RALEIGH, N.C. (WNCN) — Cleaning supplies, food items and even toys were among a list of items given to families on Saturday.
“I called out my partners from Black Employees Network of Amazon to be with me, to build bridges and connect the gap for the community by… we call this the ‘Necessity Drive,’” said Lisa Greene with the non-profit, Marketing with a Twist.
Greene wanted to make sure families had essential items and joined 90 vendors, resources and organizations at John Chavis Memorial Park to share support.
Working beside Greene was Shalina Randolph.
“Some things are hard to come by for some families and us being out here being able to give back to them, it allows them to get things they weren’t allowed to get,” Randolph said.

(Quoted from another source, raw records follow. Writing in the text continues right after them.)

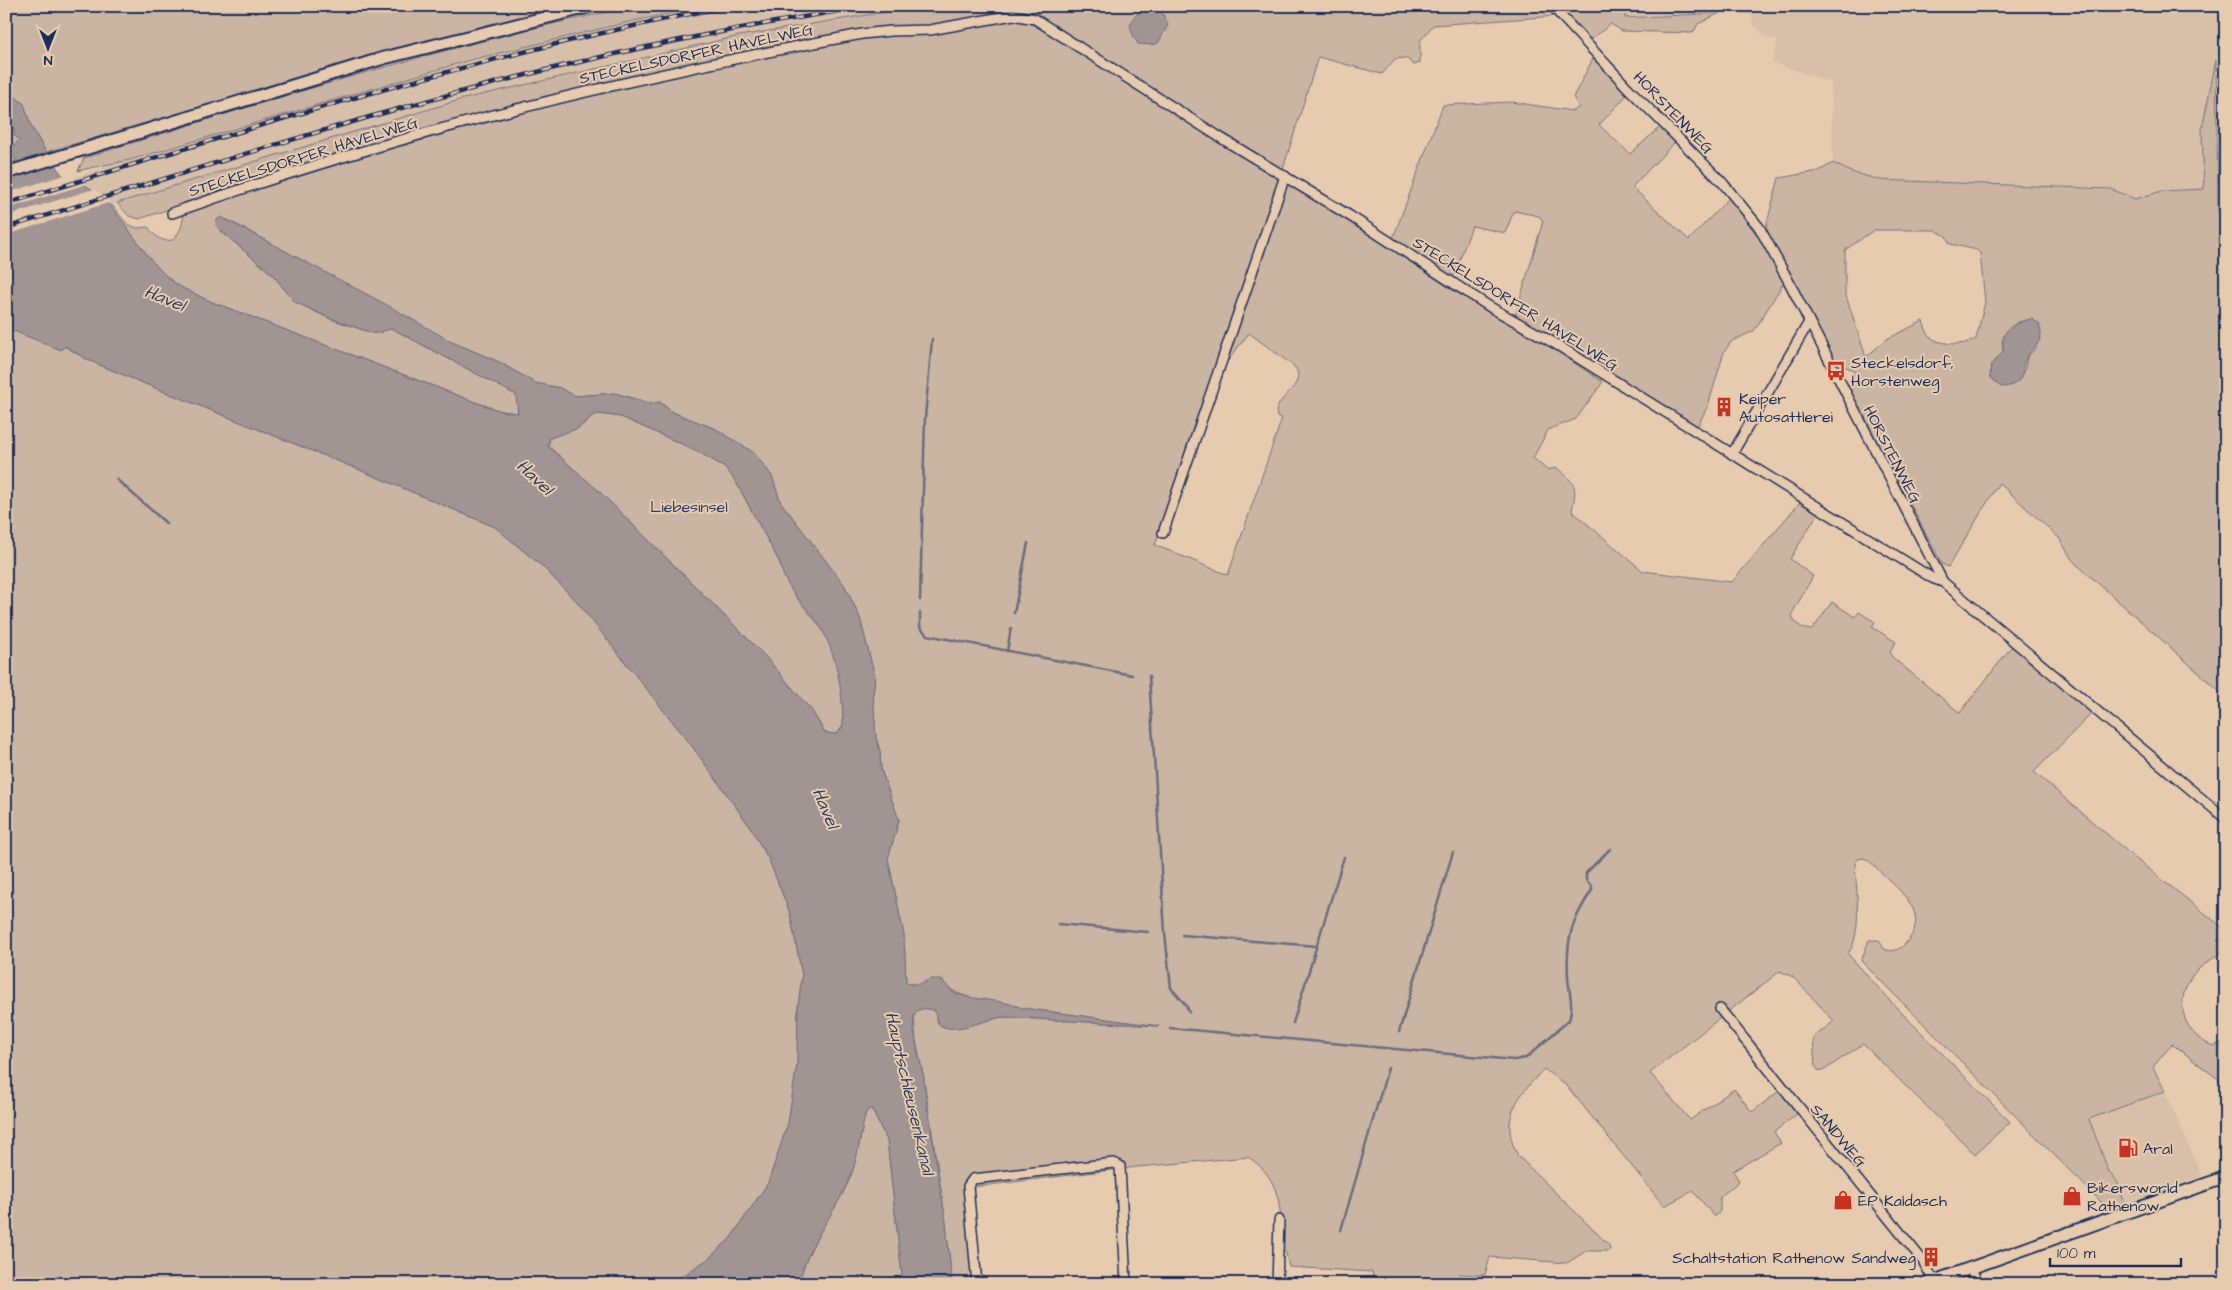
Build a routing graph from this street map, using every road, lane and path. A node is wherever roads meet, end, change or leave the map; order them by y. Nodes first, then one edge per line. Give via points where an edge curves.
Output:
1 (592, 6) edge
2 (1552, 6) edge
3 (6, 173) edge
4 (1285, 176) junction
5 (172, 213) dead end
6 (1809, 322) junction
7 (1732, 454) junction
8 (1163, 533) dead end
9 (1943, 582) junction
10 (2226, 819) edge
11 (1720, 1009) dead end
12 (2226, 1177) edge
13 (1279, 1220) dead end
14 (1971, 1268) junction
15 (1930, 1282) edge
16 (977, 1284) edge
17 (1126, 1284) edge
18 (1277, 1284) edge
19 (1978, 1284) edge

1 - 3 main road via 384,58
2 - 6 street, HORSTENWEG via 1722,182 1759,227
4 - 5 street, STECKELSDORFER HAVELWEG via 1035,19 1013,14 930,30 862,34 639,78 436,130 236,190
4 - 7 street, STECKELSDORFER HAVELWEG via 1490,307
4 - 8 street
6 - 7 street
6 - 9 street, HORSTENWEG
7 - 9 street, STECKELSDORFER HAVELWEG
9 - 10 street, HORSTENWEG
11 - 15 street, SANDWEG via 1922,1261
12 - 14 main road
13 - 18 street
14 - 15 main road
14 - 19 street
16 - 17 street via 968,1186 973,1178 1114,1163 1120,1166

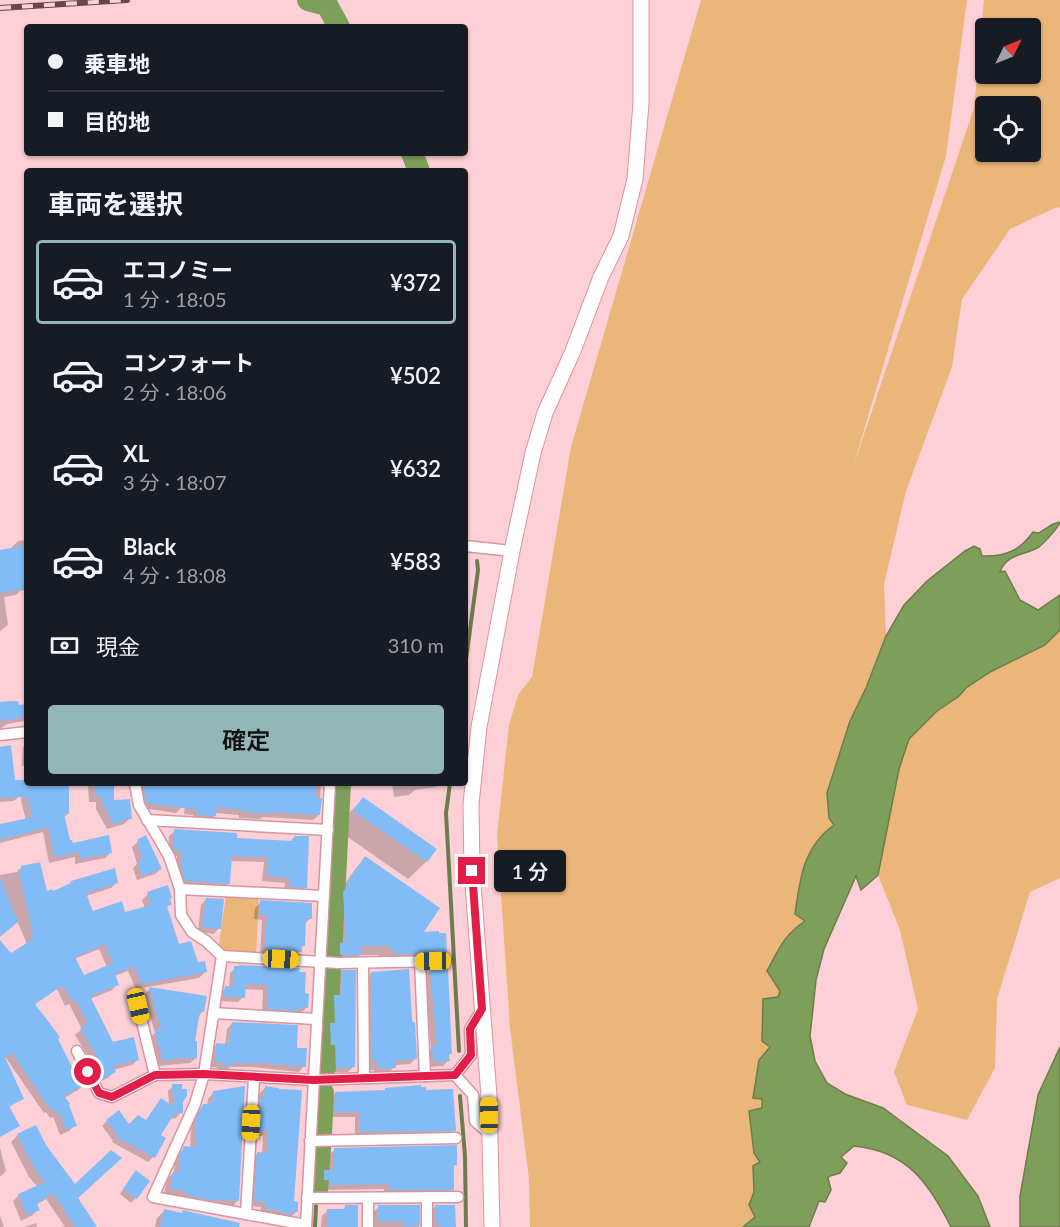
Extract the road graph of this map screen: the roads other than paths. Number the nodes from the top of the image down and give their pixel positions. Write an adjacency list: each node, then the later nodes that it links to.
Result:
1 (641, 0): 3 (street)
2 (468, 546): 3 (street)
3 (512, 550): 18 (street)
4 (24, 732): 5 (street)
5 (0, 735)
6 (136, 786): 8 (street)
7 (330, 786): 9 (street)
8 (147, 820): 9 (street); 10 (street)
9 (328, 831): 11 (street)
10 (180, 889): 11 (street); 12 (street)
11 (324, 896): 15 (street)
12 (222, 956): 15 (street); 19 (street)
13 (420, 961): 14 (street); 16 (street); 25 (street)
14 (446, 961)
15 (321, 962): 16 (street); 20 (street)
16 (363, 963): 27 (street)
17 (138, 1006): 23 (street)
18 (482, 1009): 24 (street); 29 (street)
19 (213, 1013): 20 (street); 22 (street)
20 (316, 1019): 28 (street)
21 (77, 1051): 23 (street)
22 (204, 1074): 23 (street); 26 (street); 36 (street)
23 (155, 1075)
24 (455, 1075): 25 (street); 29 (street)
25 (425, 1076): 27 (street)
26 (254, 1078): 28 (street); 36 (street)
27 (364, 1078): 28 (street)
28 (313, 1080): 31 (street)
29 (490, 1134): 40 (street)
30 (456, 1138): 31 (street)
31 (310, 1141): 34 (street)
32 (427, 1197): 33 (street); 35 (street); 39 (street)
33 (458, 1197)
34 (307, 1198): 35 (street); 37 (street)
35 (368, 1198): 38 (street)
36 (246, 1214): 37 (street)
37 (306, 1226)
38 (368, 1227)
39 (427, 1227)
40 (492, 1227)

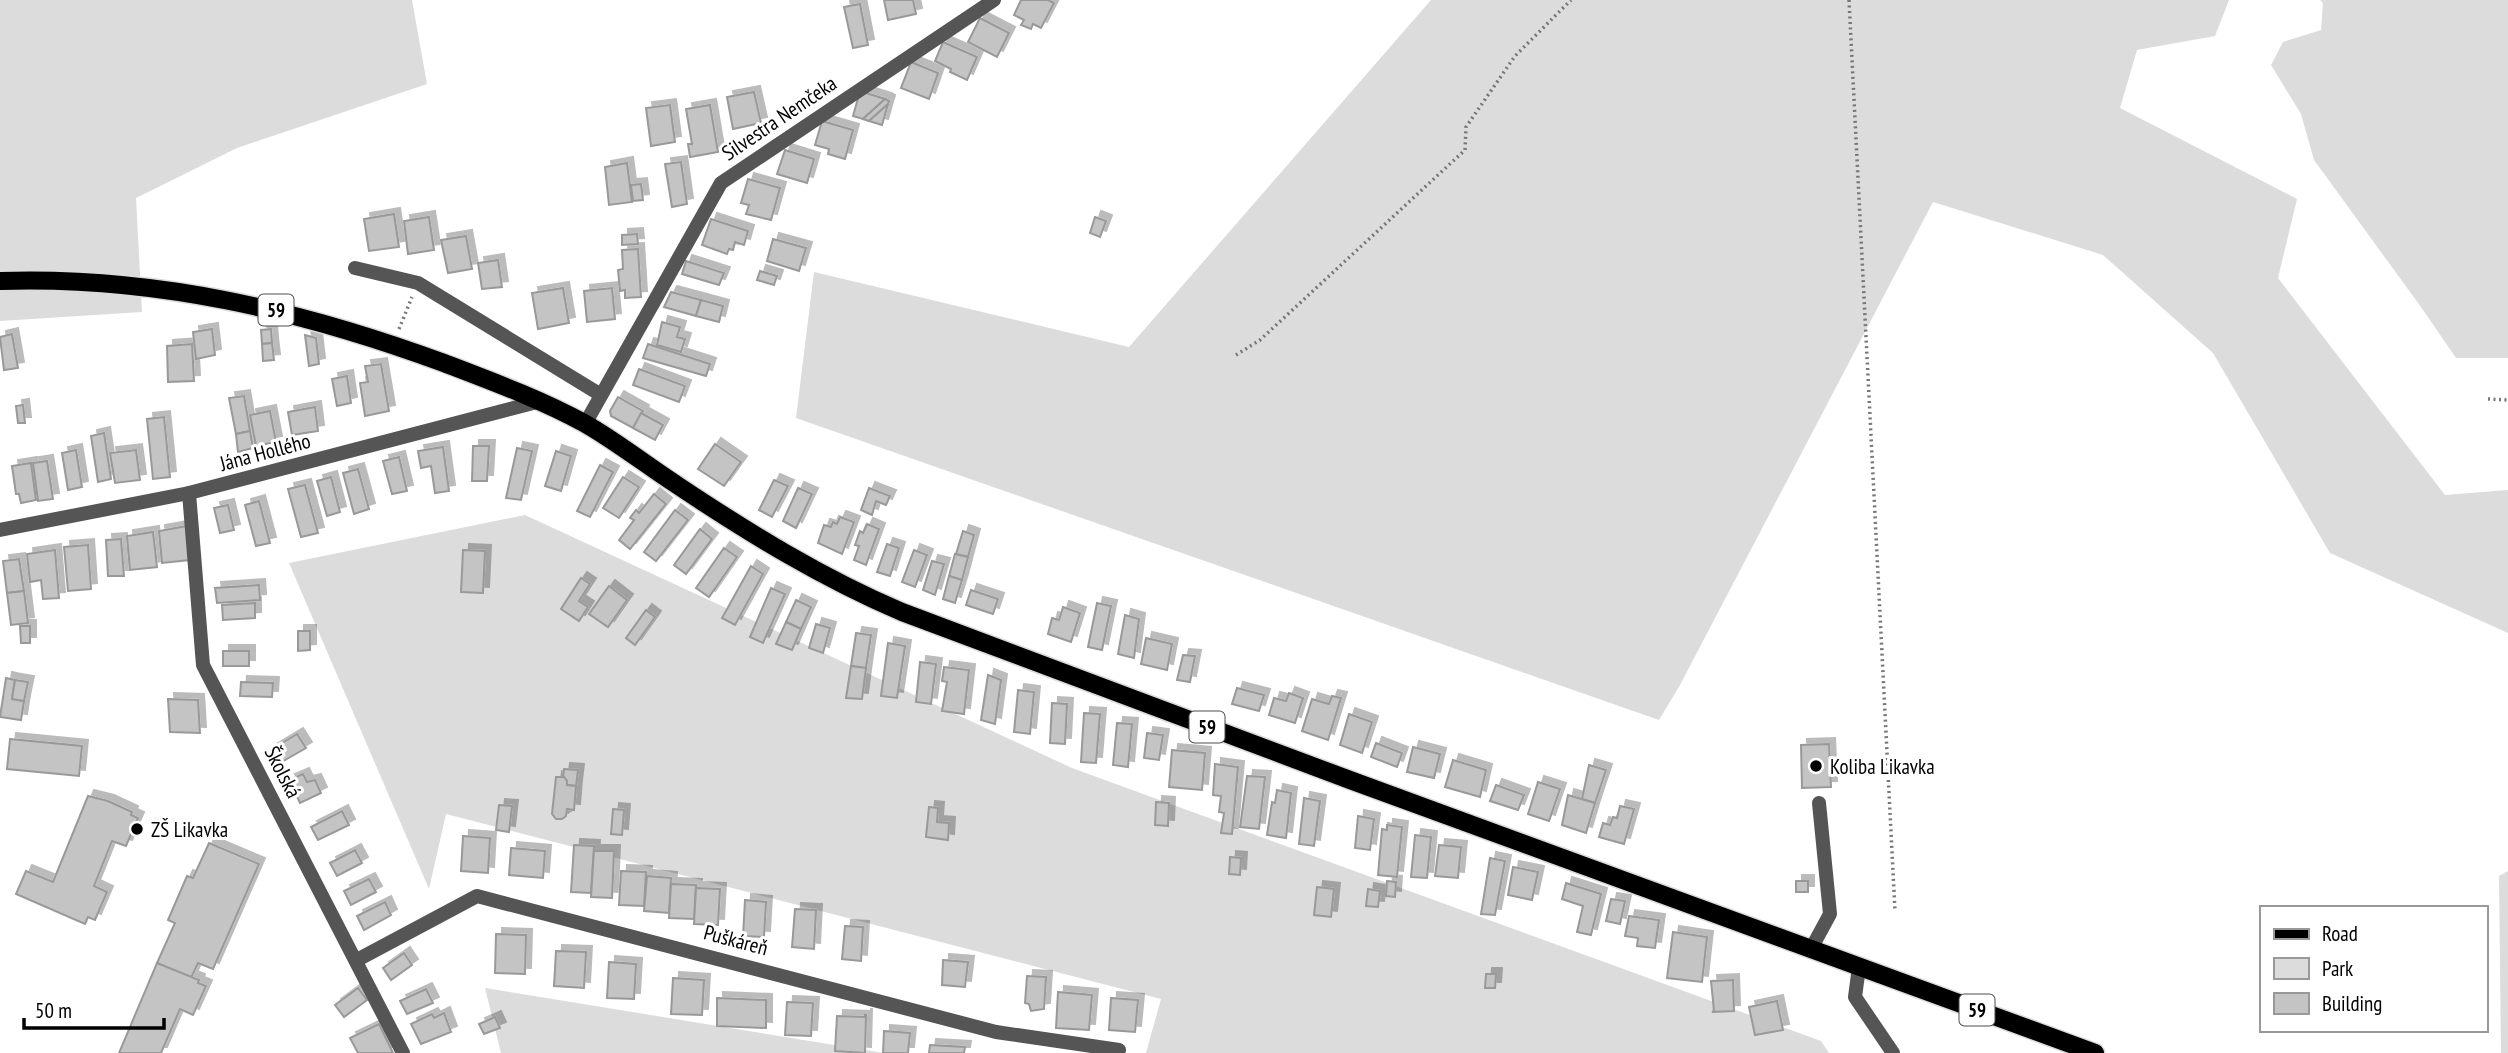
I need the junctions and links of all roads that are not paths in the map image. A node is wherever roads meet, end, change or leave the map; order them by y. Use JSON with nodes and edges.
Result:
{"nodes":[{"id":1,"x":994,"y":0,"type":"edge"},
{"id":2,"x":355,"y":268,"type":"dead end"},
{"id":3,"x":0,"y":281,"type":"edge"},
{"id":4,"x":601,"y":395,"type":"junction"},
{"id":5,"x":537,"y":402,"type":"junction"},
{"id":6,"x":585,"y":424,"type":"junction"},
{"id":7,"x":189,"y":494,"type":"junction"},
{"id":8,"x":0,"y":530,"type":"edge"},
{"id":9,"x":1819,"y":803,"type":"dead end"},
{"id":10,"x":1811,"y":949,"type":"junction"},
{"id":11,"x":357,"y":960,"type":"junction"},
{"id":12,"x":1859,"y":967,"type":"junction"},
{"id":13,"x":1119,"y":1050,"type":"dead end"},
{"id":14,"x":403,"y":1053,"type":"edge"},
{"id":15,"x":1893,"y":1053,"type":"edge"},
{"id":16,"x":2095,"y":1053,"type":"edge"}],
"edges":[{"from":1,"to":4,"type":"street","name":"Silvestra Nemčeka"},
{"from":2,"to":4,"type":"street"},
{"from":3,"to":5,"type":"main road","number":"59"},
{"from":4,"to":6,"type":"street","name":"Silvestra Nemčeka"},
{"from":5,"to":6,"type":"main road","number":"59"},
{"from":5,"to":7,"type":"street","name":"Jána Hollého"},
{"from":6,"to":10,"type":"main road","number":"59"},
{"from":7,"to":8,"type":"street","name":"Jána Hollého"},
{"from":7,"to":11,"type":"street","name":"Školská"},
{"from":9,"to":10,"type":"street"},
{"from":10,"to":12,"type":"main road","number":"59"},
{"from":11,"to":13,"type":"street","name":"Puškáreň"},
{"from":11,"to":14,"type":"street","name":"Školská"},
{"from":12,"to":15,"type":"street"},
{"from":12,"to":16,"type":"main road","number":"59"}]}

In an earlier statement, Wake County Board of Commissioners Chair Shinica Thomas said, “Community Day is all about our commitment to ensuring people and families are aware of all the resources available to them at no cost.” She added, “This event is an invitation to embrace new opportunities and make connections with organizations and neighbors.”
Whether it’s healthcare, employment or networking, Wake County officials hoped to bridge the gap and improve underserved areas while also making sure families have access to support.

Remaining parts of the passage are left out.